*How to complete this task:* Please copy out every line in the records below that includes the word "Highland".
══════
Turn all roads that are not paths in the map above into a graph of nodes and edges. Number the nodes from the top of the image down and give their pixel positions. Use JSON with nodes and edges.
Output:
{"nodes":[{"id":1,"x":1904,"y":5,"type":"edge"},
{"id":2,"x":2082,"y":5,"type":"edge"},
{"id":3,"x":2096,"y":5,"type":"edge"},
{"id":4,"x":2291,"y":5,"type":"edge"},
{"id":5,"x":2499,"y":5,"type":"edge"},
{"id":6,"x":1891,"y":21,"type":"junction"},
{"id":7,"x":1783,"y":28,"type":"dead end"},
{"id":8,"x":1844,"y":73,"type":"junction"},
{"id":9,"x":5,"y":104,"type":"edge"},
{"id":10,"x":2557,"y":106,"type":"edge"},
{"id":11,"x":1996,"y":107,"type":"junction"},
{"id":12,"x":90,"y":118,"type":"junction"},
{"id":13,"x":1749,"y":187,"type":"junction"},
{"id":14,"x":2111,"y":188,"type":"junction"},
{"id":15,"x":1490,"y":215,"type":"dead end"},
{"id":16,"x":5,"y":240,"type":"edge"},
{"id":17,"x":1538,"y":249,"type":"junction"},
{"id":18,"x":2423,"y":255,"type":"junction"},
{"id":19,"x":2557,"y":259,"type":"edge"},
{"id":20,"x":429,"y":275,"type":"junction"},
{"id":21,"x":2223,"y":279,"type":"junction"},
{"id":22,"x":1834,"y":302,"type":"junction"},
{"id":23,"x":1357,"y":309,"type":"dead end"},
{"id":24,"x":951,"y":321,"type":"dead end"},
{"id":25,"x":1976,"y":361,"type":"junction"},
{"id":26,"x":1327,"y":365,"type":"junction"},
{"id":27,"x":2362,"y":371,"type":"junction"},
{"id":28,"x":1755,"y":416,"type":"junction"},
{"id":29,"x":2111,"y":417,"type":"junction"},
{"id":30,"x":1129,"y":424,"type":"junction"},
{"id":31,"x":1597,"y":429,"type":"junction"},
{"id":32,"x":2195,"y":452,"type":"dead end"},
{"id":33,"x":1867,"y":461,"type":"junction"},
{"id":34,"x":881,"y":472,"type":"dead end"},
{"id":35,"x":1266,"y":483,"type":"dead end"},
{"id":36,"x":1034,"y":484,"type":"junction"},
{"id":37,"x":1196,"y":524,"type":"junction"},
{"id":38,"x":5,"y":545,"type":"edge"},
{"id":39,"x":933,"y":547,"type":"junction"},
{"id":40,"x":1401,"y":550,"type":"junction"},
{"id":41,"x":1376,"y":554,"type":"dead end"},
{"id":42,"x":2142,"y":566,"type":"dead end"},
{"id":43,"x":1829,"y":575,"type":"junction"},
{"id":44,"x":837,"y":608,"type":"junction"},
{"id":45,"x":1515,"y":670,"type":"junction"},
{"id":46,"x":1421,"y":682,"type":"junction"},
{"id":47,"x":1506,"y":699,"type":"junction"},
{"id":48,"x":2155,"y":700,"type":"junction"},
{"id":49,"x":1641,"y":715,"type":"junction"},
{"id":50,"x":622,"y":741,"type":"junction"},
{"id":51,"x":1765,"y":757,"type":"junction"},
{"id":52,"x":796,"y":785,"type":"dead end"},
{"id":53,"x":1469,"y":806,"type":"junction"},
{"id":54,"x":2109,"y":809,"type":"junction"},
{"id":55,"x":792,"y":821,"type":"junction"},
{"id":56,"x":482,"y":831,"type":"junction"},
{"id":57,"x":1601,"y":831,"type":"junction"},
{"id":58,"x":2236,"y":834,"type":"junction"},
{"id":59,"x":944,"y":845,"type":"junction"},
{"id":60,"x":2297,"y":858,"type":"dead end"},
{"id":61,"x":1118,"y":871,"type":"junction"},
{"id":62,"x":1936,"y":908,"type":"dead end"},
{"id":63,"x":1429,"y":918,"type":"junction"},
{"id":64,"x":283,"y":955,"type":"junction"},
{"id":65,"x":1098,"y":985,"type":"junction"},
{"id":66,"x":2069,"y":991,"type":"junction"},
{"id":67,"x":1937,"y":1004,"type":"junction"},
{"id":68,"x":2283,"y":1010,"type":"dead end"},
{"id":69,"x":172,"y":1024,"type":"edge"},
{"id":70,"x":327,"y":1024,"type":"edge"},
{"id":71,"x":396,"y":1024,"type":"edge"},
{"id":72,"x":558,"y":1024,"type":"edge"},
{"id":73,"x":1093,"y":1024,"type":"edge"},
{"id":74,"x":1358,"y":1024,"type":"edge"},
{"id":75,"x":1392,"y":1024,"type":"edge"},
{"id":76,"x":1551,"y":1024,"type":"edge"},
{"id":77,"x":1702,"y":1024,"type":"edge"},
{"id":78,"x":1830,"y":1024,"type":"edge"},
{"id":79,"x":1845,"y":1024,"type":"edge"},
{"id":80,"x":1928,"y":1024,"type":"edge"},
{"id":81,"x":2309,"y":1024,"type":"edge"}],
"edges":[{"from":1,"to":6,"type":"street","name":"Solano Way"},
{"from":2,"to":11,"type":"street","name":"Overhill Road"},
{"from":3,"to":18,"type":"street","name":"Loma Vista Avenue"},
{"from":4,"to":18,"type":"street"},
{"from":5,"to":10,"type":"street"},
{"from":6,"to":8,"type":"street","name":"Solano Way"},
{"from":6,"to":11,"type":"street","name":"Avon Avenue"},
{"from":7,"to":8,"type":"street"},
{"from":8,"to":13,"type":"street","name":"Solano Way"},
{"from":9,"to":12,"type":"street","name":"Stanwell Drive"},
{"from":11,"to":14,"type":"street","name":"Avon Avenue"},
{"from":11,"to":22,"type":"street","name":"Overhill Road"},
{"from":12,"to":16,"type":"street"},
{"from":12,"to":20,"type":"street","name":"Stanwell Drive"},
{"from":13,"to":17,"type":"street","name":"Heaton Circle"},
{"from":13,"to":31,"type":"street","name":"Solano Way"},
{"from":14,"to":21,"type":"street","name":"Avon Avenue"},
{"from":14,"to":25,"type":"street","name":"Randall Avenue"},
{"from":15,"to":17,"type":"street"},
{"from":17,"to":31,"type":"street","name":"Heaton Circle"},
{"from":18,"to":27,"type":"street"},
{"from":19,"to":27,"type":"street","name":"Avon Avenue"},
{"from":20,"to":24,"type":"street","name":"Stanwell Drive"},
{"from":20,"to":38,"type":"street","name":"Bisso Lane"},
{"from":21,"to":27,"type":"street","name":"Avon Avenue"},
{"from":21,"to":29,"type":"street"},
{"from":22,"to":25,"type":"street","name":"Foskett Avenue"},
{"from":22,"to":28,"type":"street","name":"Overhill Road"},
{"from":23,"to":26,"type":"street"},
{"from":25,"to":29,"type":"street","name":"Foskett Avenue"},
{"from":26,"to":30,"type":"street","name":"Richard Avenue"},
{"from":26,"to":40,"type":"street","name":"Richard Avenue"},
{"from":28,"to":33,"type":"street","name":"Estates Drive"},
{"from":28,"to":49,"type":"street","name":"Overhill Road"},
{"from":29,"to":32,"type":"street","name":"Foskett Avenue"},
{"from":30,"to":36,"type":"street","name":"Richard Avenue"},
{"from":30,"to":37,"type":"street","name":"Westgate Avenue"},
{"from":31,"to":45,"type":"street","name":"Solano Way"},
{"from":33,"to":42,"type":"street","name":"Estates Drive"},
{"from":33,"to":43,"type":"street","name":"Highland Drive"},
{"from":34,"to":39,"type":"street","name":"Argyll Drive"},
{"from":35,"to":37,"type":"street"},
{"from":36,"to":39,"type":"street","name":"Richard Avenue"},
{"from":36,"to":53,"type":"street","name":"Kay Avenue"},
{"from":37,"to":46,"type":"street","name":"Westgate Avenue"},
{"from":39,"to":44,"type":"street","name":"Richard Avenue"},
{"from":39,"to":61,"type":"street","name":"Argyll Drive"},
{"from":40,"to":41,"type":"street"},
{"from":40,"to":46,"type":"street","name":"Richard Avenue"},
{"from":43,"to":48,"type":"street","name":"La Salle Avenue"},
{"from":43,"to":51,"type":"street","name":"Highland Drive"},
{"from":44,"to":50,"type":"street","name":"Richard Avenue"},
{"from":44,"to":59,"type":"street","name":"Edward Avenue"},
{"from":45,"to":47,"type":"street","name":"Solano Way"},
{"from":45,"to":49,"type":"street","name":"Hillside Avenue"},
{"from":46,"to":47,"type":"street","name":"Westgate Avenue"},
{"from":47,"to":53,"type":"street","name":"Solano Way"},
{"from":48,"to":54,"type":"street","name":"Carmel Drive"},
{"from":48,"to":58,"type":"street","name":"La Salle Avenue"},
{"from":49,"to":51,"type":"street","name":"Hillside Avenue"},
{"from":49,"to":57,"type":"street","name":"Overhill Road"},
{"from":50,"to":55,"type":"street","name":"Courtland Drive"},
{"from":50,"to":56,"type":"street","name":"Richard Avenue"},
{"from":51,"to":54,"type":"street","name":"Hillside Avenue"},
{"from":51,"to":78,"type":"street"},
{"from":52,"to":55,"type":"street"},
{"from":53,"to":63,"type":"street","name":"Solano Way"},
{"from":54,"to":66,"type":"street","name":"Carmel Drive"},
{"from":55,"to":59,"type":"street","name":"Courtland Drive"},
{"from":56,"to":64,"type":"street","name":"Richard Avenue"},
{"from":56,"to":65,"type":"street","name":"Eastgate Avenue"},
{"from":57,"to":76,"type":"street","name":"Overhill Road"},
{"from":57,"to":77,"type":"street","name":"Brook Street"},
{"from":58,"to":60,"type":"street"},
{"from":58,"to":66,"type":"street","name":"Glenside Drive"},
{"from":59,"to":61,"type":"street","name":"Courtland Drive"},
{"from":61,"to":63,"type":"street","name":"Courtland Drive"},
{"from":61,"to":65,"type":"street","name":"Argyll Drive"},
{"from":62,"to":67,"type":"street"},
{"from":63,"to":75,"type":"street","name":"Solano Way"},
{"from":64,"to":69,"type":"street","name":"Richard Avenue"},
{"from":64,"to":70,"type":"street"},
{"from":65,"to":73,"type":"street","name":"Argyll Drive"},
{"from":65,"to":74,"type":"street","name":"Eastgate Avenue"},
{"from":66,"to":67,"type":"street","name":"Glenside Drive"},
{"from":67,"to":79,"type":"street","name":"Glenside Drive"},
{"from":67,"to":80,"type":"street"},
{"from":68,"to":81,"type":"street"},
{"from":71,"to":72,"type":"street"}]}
══════
*Reply to the task:*
{"from":33,"to":43,"type":"street","name":"Highland Drive"},
{"from":43,"to":51,"type":"street","name":"Highland Drive"},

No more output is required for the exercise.